Por Martha Medeiros

Passei por um casal discutindo num ponto de ônibus. A moça estava uma arara, mas aludiu a outro bicho: “Não tenho sangue de barata!” gritava ela pra justificar seu destempero. Passei reto, mas encasquetei: barata teria sangue mesmo? Pelo que pesquisei, tem uma gosma chamada hemolinfa que não apresenta pigmentos como a hemoglobina, e por isso é transparente e não conduz sensibilidade até o coração, como acontece com os seres humanos. Daí o surgimento da expressão popular “ter sangue de barata”, que significa que a pessoa não reage quando é atingida, fica apática.

Não ter sangue de barata é uma virtude. Seres humanos são reagentes por natureza, lutam pelos seus desejos, brigam por suas ideias, inflamam-se. Porém, fiz um rápido flashback dos momentos em que eu deveria ter feito a casa cair, soltado os cachorros e demais reações de quem tem sangue de verdade correndo nas veias, e concluí que tenho uma infeliz familiaridade com o tal inseto.

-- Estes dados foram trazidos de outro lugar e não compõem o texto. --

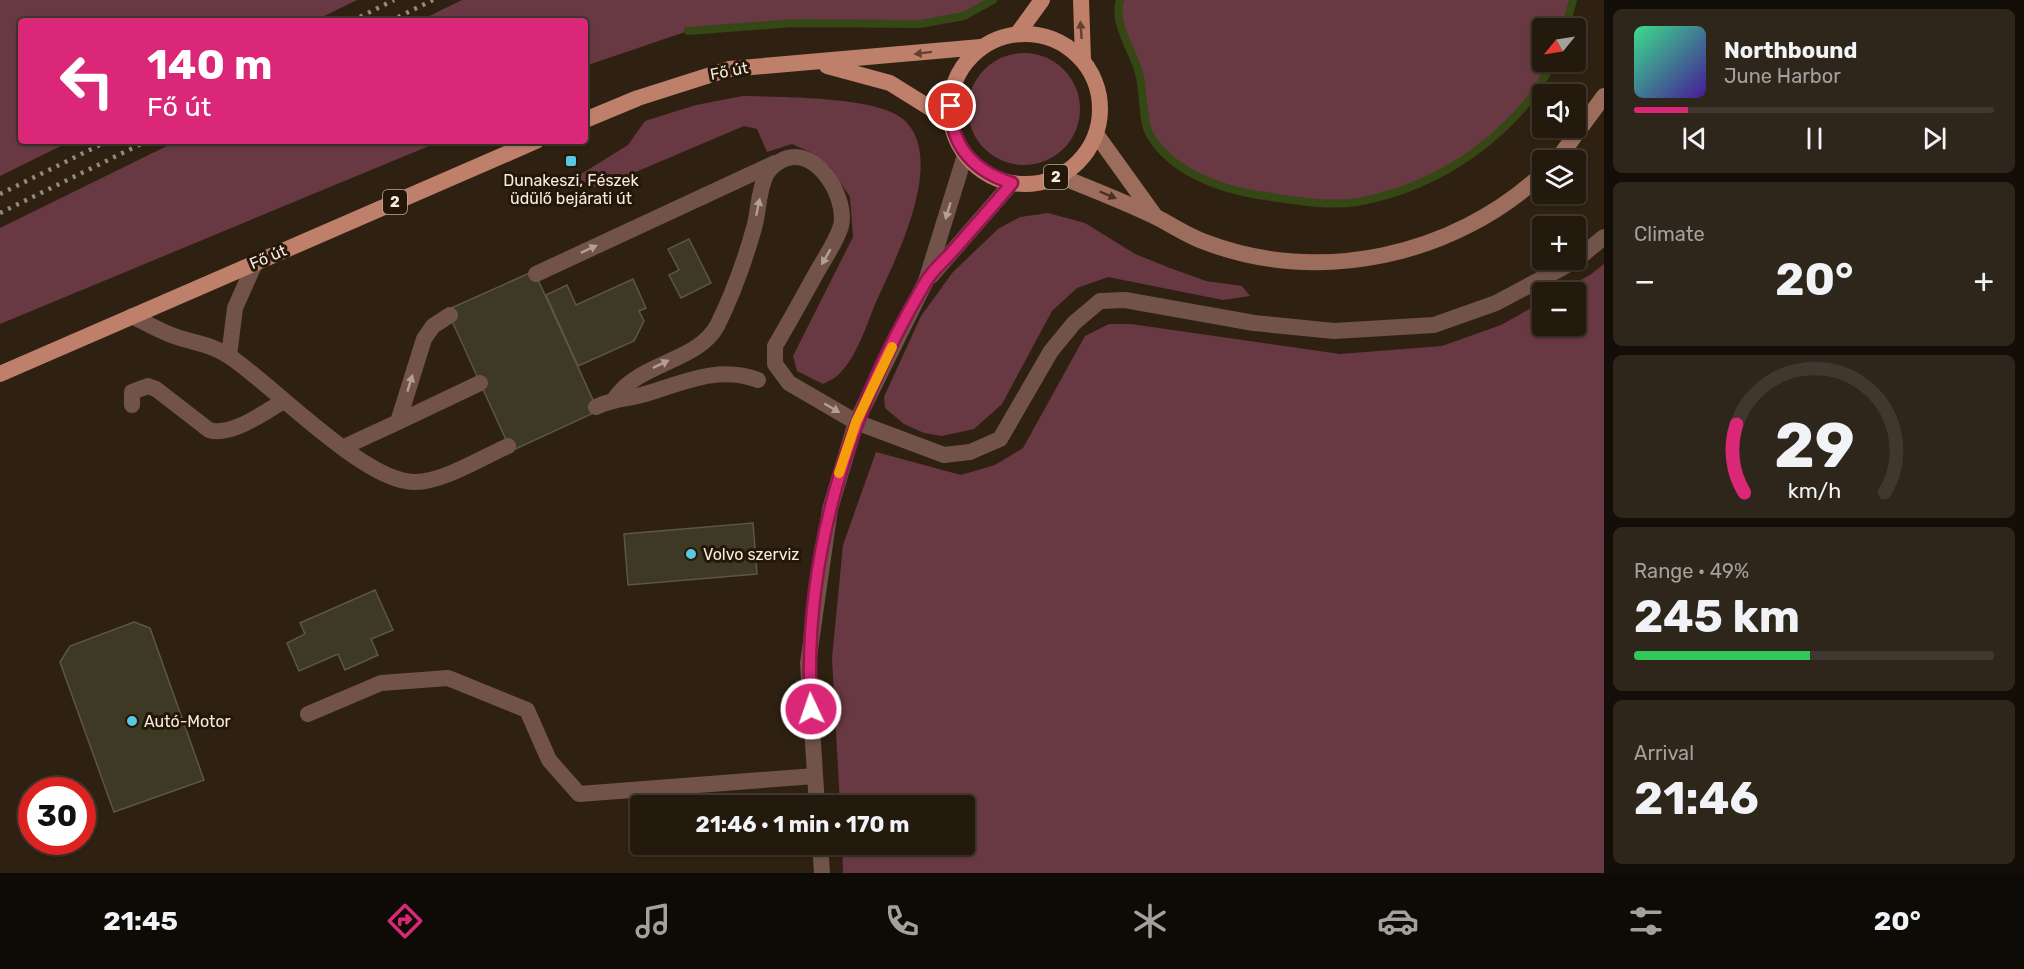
<!DOCTYPE html>
<meta charset="utf-8">
<style>
:root{--surface:#23190d;--page:#2f261b;--text:#f1f3f6;--muted:#a3a09d;--line:#40382e;--accent:#db2777}
body{margin:0;font-family:Rubik,sans-serif;background:var(--page);color:var(--text);height:100vh;display:flex;flex-direction:column;font-size:22px;white-space:nowrap}
*{box-sizing:border-box;margin:0}
p{font-size:20px;color:var(--muted)}
.icon{flex:none;width:33px;height:33px;fill:none;stroke:currentColor;stroke-width:2;stroke-linecap:round;stroke-linejoin:round}
.map{position:relative;flex:1;overflow:hidden}
.drawer{display:flex;flex-direction:column;gap:9px;padding:9px;background:#130e07;width:420px}
.drawer>*{flex:none}
.top-card{position:absolute;left:18px;top:18px;width:570px;height:126px;border-radius:6px;box-shadow:0 2px 4px #0004,0 0 0 2px var(--line);background:#db2777;color:#fff;overflow:hidden}
.needle{width:39px;rotate:240deg}
.controls{position:absolute;left:1532px;top:18px;display:grid;gap:12px}
.controls a{display:grid;place-items:center;width:54px;height:54px;border-radius:6px;background:var(--surface);box-shadow:0 2px 4px #0004,0 0 0 2px var(--line);font-size:30px}
.speed{position:absolute;left:18px;top:777px;display:flex;gap:12px;font-size:30px;font-weight:700;text-align:center}
.speed>*{display:grid;place-content:center;width:78px;height:78px;border-radius:50%;background:var(--surface);box-shadow:0 2px 4px #0004,0 0 0 2px var(--line);line-height:1}
.speed .limit{border:9px solid #d22;background:#fff;color:#111}
.pin{position:absolute;display:grid;place-items:center;width:51px;height:51px;color:#fff;margin:-26px;border:3px solid #fff;border-radius:50%;box-shadow:0 2px 6px #0007}
.me{position:absolute;width:66px;margin:-33px;rotate:357deg;stroke-linejoin:round;filter:drop-shadow(0 0 4px #0008)}
.turn{display:flex;align-items:center;gap:21px;height:126px;padding:0 30px;font-size:27px}
.turn .icon{width:78px;height:78px;stroke-width:2.5}
.turn b{display:block;font-size:42px;line-height:51px}
.big{font-size:45px;font-weight:700;line-height:1.1}
.drawer .card{flex:1;display:flex;flex-direction:column;justify-content:center;gap:9px;min-width:0;padding:0 21px;border-radius:9px;background:var(--page)}
.drawer .dial{align-items:center;gap:0}
.dial svg{height:156px;overflow:visible;fill:none;stroke:var(--line);stroke-width:7;stroke-linecap:round;text-anchor:middle}
.dial text{fill:var(--text);stroke:none}
.song{display:flex;align-items:center;gap:18px}
.cover{width:72px;height:72px;border-radius:9px;background:linear-gradient(135deg,hsl(150 70% 55%),hsl(260 70% 35%))}
.played{height:6px;border-radius:3px;background:linear-gradient(90deg,var(--accent) 15%,var(--line) 15%)}
.keys{display:flex;justify-content:space-around;direction:ltr}
.heat{display:flex;justify-content:space-between;align-items:center;font-size:33px;direction:ltr}
.charge{height:9px;border-radius:4px;background:linear-gradient(90deg,#34c759 49%,var(--line) 0)}
.trip{position:absolute;left:630px;top:795px;width:345px;height:60px;border-radius:6px;background:var(--surface);box-shadow:0 2px 4px #0004,0 0 0 2px var(--line);font-weight:700;line-height:60px;text-align:center}
.dock{display:flex;height:96px;justify-content:space-around;align-items:center;background:#0e0a05;color:var(--muted)}
.dock .icon{width:42px;height:42px}
.dock .current{color:var(--accent)}
.dock b{font-size:27px;color:var(--text)}
main{display:flex;flex:1;min-height:0}
.map>svg:first-child{display:block}
.green{fill:#683942}
.lines{fill:none;stroke-linecap:round;stroke-linejoin:round}
.stream{stroke:#344714;stroke-width:8}
.building{fill:#3e3924;stroke:#5c5741;stroke-width:1.5}
.service{stroke:#715349;stroke-width:16}
.minor{stroke:#715349;stroke-width:16}
.secondary{stroke:#9c6c5c;stroke-width:16}
.primary{stroke:#be7f6b;stroke-width:16}
.rail{stroke:#95897c;stroke-width:4.5;stroke-dasharray:3 6;stroke-linecap:butt}
.oneway{fill:#624130}
.oneway2{fill:#493121}
.oneway3{fill:#b39f95}
.route-casing{stroke:#8e194d;stroke-width:15}
.route{stroke:#db2777;stroke-width:10}
.slow{stroke:#f59e0b;stroke-width:10}
.poi-dot{fill:#57c9e2;stroke:#251708;stroke-width:2}
.labels{text-anchor:middle;dominant-baseline:central;stroke-width:6;stroke-linejoin:round;paint-order:stroke}
.shield{fill:#251708;stroke:#b7aba0;stroke-width:1.5}
.shield-label{font-size:15px;font-weight:bold;fill:#f5ebe1}
.street-label{font-size:16px;fill:#f5ebe1;stroke:#251708}
.poi-label{font-size:16px;fill:#f5ebe1;stroke:#251708;text-anchor:start}
</style>
<main>
<div class="map">
<svg width="1604" height="873" viewBox="0 0 1604 873">
<rect width="100%" height="100%" fill="#2f2111"/>
<!-- green -->
<g class="green">
<polygon points="0,0 357,0 314,21 21,21 21,141 71,141 0,176"/>
<polygon points="462,0 993,0 964,16 920,24 794,23 688,31 585,66 585,21 419,21"/>
<path d="M1120 0H1573L1565 28H1542V62H1554C1545 75 1537 91 1527 103 1483 155 1424 190 1357 202 1328 207 1287 199 1258 195 1219 189 1171 171 1150 135 1142 122 1144 90 1139 73 1134 53 1112 22 1120 0Z"/>
<circle cx="1024" cy="109" r="56"/>
<path d="M743 96C780 97 876 96 903 119 948 158 895 260 876 302 866 326 857 357 838 375 834 379 828 381 823 384L797 371 793 356 853 237 850 197 830 167 810 152 792 144 767 152 757 129 744 126 598 188 582 181 578 176 628 145 645 121 696 105Z"/>
<polygon points="177,141 441,141 0,324 0,228"/>
<polygon points="1048,213 1085,223 1135,254 1170,268 1206,281 1242,286 1250,296 1223,300 1108,277 1077,288 1052,311 1002,404 974,429 942,436 924,433 904,424 885,408 884,397 921,316 953,272 998,229 1020,217"/>
<polygon points="1604,264 1604,873 843,873 842,845 964,844 964,806 840,805 832,658 843,545 876,452 961,475 995,465 1023,448 1085,336 1109,324 1131,324 1340,354 1442,346 1501,325 1542,302 1542,326 1575,326 1575,292 1559,292 1590,275"/>
</g>
<g class="lines">
<!-- stream -->
<g class="stream">
<path d="M1120 0C1112 22 1134 53 1139 73 1144 90 1142 122 1150 135 1171 171 1219 189 1258 195 1287 199 1328 207 1357 202 1424 190 1483 155 1527 103 1537 91 1545 75 1554 62"/>
<polyline points="1565,28 1573,0"/>
<polyline points="688,31 794,23 920,24 964,16 993,0"/>
</g>
</g>
<!-- building -->
<g class="building">
<polygon points="689,239 711,283 681,298 669,275 679,270 668,249"/>
<polygon points="534,271 598,411 511,451 447,310"/>
<polygon points="633,279 646,308 639,311 644,321 634,341 578,366 546,295 567,285 576,305"/>
<polygon points="753,523 757,574 628,585 624,534"/>
<polygon points="375,590 393,630 371,639 378,655 345,670 338,654 299,671 287,643 305,634 300,623"/>
<polygon points="134,622 150,628 204,780 114,812 60,662 70,646"/>
</g>
<g class="lines">
<!-- service -->
<g class="service">
<polyline points="536,274 775,163"/>
<path d="M132 316C146 323 160 331 174 336 193 343 211 344 229 356 273 385 365 483 415 482 443 482 483 457 508 446"/>
<polyline points="229,356 235,308 255,263"/>
<path d="M615 398C640 362 697 362 717 326 732 296 745 260 754 228 759 211 758 191 766 175 769 170 774 165 779 162 813 140 848 196 841 226 836 242 826 256 818 270 804 295 790 321 775 346V364L789 383 856 422 944 455 970 452 1000 439 1051 351 1074 323 1100 301 1125 300 1254 323 1334 331 1434 325 1496 303 1575 261 1604 237"/>
<path d="M132 405V392L148 386 156 389 209 430C232 437 264 412 284 401"/>
<path d="M596 407C613 399 628 399 645 394 683 383 718 365 758 380"/>
<polyline points="398,422 480,383"/>
<polyline points="344,447 398,422 424,339 433,326 450,315"/>
<polyline points="308,714 381,683 448,678 527,710 549,760 579,794 815,776"/>
</g>
<!-- minor -->
<g class="minor">
<polyline points="931,276 1012,183"/>
<polyline points="817,806 808,663 830,509 856,422 926,281 965,155"/>
<polyline points="820,844 822,873"/>
</g>
<!-- secondary -->
<g class="secondary">
<polyline points="1096,134 1155,216"/>
<polyline points="1557,160 1604,96"/>
<path d="M1059 176C1092 189 1125 202 1156 217 1172 225 1188 236 1205 242 1319 286 1454 256 1542 174"/>
</g>
<!-- primary -->
<g class="primary">
<polyline points="1081,0 1083,60"/>
<polyline points="1018,33 1042,0"/>
<circle cx="1025" cy="109" r="75"/>
<polyline points="827,66 890,83 951,121"/>
<polyline points="585,120 638,98 729,69 981,47"/>
<polyline points="0,374 536,141"/>
</g>
<!-- rail -->
<g class="rail">
<polyline points="352,21 394,0"/>
<polyline points="390,21 433,0"/>
<polyline points="0,194 108,141"/>
<polyline points="0,213 147,141"/>
</g>
</g>
<!-- one-way arrows -->
<defs><path id="oneway-solid" d="M-6-.8H1V-3.2L6.5 0L1 3.2V.8H-6Z" transform="scale(1.5)"/></defs>
<g class="oneway">
<use href="#oneway-solid" transform="translate(1081 30) rotate(-94)"/>
<use href="#oneway-solid" transform="translate(923 53) rotate(173)"/>
</g>
<use class="oneway2" href="#oneway-solid" transform="translate(1108 195) rotate(23)"/>
<g class="oneway3">
<use href="#oneway-solid" transform="translate(758 207) rotate(-78)"/>
<use href="#oneway-solid" transform="translate(948 211) rotate(107)"/>
<use href="#oneway-solid" transform="translate(589 249) rotate(-25)"/>
<use href="#oneway-solid" transform="translate(826 257) rotate(120)"/>
<use href="#oneway-solid" transform="translate(661 364) rotate(-26)"/>
<use href="#oneway-solid" transform="translate(410 383) rotate(-73)"/>
<use href="#oneway-solid" transform="translate(832 408) rotate(30)"/>
</g>
<g class="lines">
<!-- route casing -->
<g class="route-casing">
<path id="route" d="M811 709C802 558 849 411 925 283 932 271 943 262 952 252 972 229 993 206 1012 183 976 172 950 147 951 106"/>
</g>
<!-- route -->
<use href="#route" class="route"/>
<!-- slow -->
<polyline class="slow" points="839,473 856,422 892,347"/>
</g>
<!-- markers -->
<g class="poi-dot">
<rect x="565" y="155" width="12" height="12" rx="3"/>
<circle cx="691" cy="554" r="6"/>
<circle cx="132" cy="721" r="6"/>
</g>
<g class="labels">
<!-- shield labels -->
<g class="shield">
<rect x="1044" y="165" width="24" height="24" rx="4.5"/>
<rect x="383" y="190" width="24" height="24" rx="4.5"/>
</g>
<g class="shield-label">
<text x="1056" y="177">2</text>
<text x="395" y="202">2</text>
</g>
<!-- street labels -->
<g class="street-label">
<text transform="translate(729 71) rotate(-11)">Fő út</text>
<text transform="translate(268 257) rotate(-23)">Fő út</text>
</g>
<!-- poi labels -->
<g class="poi-label">
<text x="571" y="180" text-anchor="middle">Dunakeszi, Fészek<tspan x="571" dy="18">üdülő bejárati út</tspan></text>
<text x="703" y="554">Volvo szerviz</text>
<text x="144" y="721">Autó-Motor</text>
</g>
</g>
</svg>
<div class="controls">
<a><svg class="needle" viewBox="-14 -14 28 28"><path d="M0-13l5 13h-10z" fill="#e53935"/><path d="M0 13l5-13h-10z" fill="#a3a09d"/></svg></a>
<a><svg class="icon" aria-label="sound" viewBox="0 0 24 24"><path d="M4 9h4l5-4v14l-5-4H4zM17 9q2 3 0 6"/></svg></a>
<a><svg class="icon" aria-label="layers" viewBox="0 0 24 24"><path d="M12 4l9 5-9 5-9-5zM3 14l9 5 9-5"/></svg></a>
<a>+</a>
<a>−</a>
</div>
<div class="speed"><div class="limit">30</div></div>
<div class="pin" style="left:951px;top:106px;background:#d93025"><svg class="icon" aria-label="arrive" viewBox="0 0 24 24"><path d="M6 21V4h12l-3 4 3 4H6"/></svg></div>
<svg class="me" style="left:811px;top:709px" viewBox="-20 -20 40 40"><circle r="17" fill="#db2777" stroke="#fff" stroke-width="3"/><path d="M0-11L8 9 0 5-8 9z" fill="#fff"/></svg>
<div class="trip">21:46 · 1 min · 170 m</div>
<div class="top-card">
<div class="turn"><svg class="icon" aria-label="left" viewBox="0 0 24 24"><path d="M17 20v-9H6M10 6l-5 5 5 5"/></svg><div><b>140 m</b>Fő út</div></div>
</div>
</div>
<section class="drawer">
<div class="card">
<div class="song"><i class="cover"></i><div><b>Northbound</b><p>June Harbor</p></div></div>
<div class="played"></div>
<div class="keys"><svg class="icon" aria-label="previous" viewBox="0 0 24 24"><path d="M18 5L8 12l10 7zM5 5v14"/></svg><svg class="icon" aria-label="pause" viewBox="0 0 24 24"><path d="M8 5v14M16 5v14"/></svg><svg class="icon" aria-label="next" viewBox="0 0 24 24"><path d="M6 5l10 7-10 7zM19 5v14"/></svg></div>
</div>
<div class="card"><p>Climate</p>
<div class="heat"><a>−</a><b class="big">20°</b><a>+</a></div>
</div>
<div class="card dial"><svg viewBox="0 0 100 80">
<path d="M14 69A42 42 0 1 1 86 69"/>
<path d="M14 69A42 42 0 0 1 10 34" stroke="#db2777"/>
<text x="50" y="56" font-size="32" font-weight="700">29</text>
<text x="50" y="72" font-size="11">km/h</text>
</svg></div>
<div class="card"><p>Range · 49%</p><b class="big">245 km</b><div class="charge"></div></div>
<div class="card"><p>Arrival</p><b class="big">21:46</b></div>
</section>
</main>
<nav class="dock">
<b>21:45</b>
<svg class="icon current" aria-label="directions" viewBox="0 0 24 24"><path d="M12 3l9 9-9 9-9-9zM9 14v-3h6M13 9l2 2-2 2"/></svg>
<svg class="icon" aria-label="music" viewBox="0 0 24 24"><path d="M9 18V5l10-2v13"/><circle cx="6" cy="18" r="3"/><circle cx="16" cy="16" r="3"/></svg>
<svg class="icon" aria-label="phone" viewBox="0 0 24 24"><path d="M5 4h4l2 5-3 2q2 4 5 5l2-3 5 2v4C11 20 4 13 5 4z"/></svg>
<svg class="icon" aria-label="climate" viewBox="0 0 24 24"><path d="M12 3v18M4 7l16 10M4 17L20 7"/></svg>
<svg class="icon" aria-label="car" viewBox="0 0 24 24"><path d="M5 17H2v-5l4-1 3-4h7l3 4 3 1v5h-3M9 17h6M6 11h13"/><circle cx="7" cy="17" r="2"/><circle cx="17" cy="17" r="2"/></svg>
<svg class="icon" aria-label="filters" viewBox="0 0 24 24"><path d="M4 7h16M4 17h16"/><circle cx="9" cy="7" r="2"/><circle cx="15" cy="17" r="2"/></svg>
<b>20°</b>
</nav>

Minha sensibilidade alcança o coração, lógico, mas não provoca grandes curtos-circuitos. Ninguém precisa me pedir para ficar fria, sou praticamente um Buda. Outro dia um psiquiatra me perguntou onde eu despejava a minha raiva e, constrangida, tive que admitir que vim ao mundo sem esse explosivo. Nasci pouco antes de completar os nove meses de gestação e deve ter sido essa pressa em existir que me fez chegar aqui incompleta. Não deu tempo de incluir a raiva no meu DNA. Amo, sofro, choro, me frustro, me encanto, me assusto, me emociono e cometo seis dos sete pecados capitais, menos a ira, que faltou no meu código genético.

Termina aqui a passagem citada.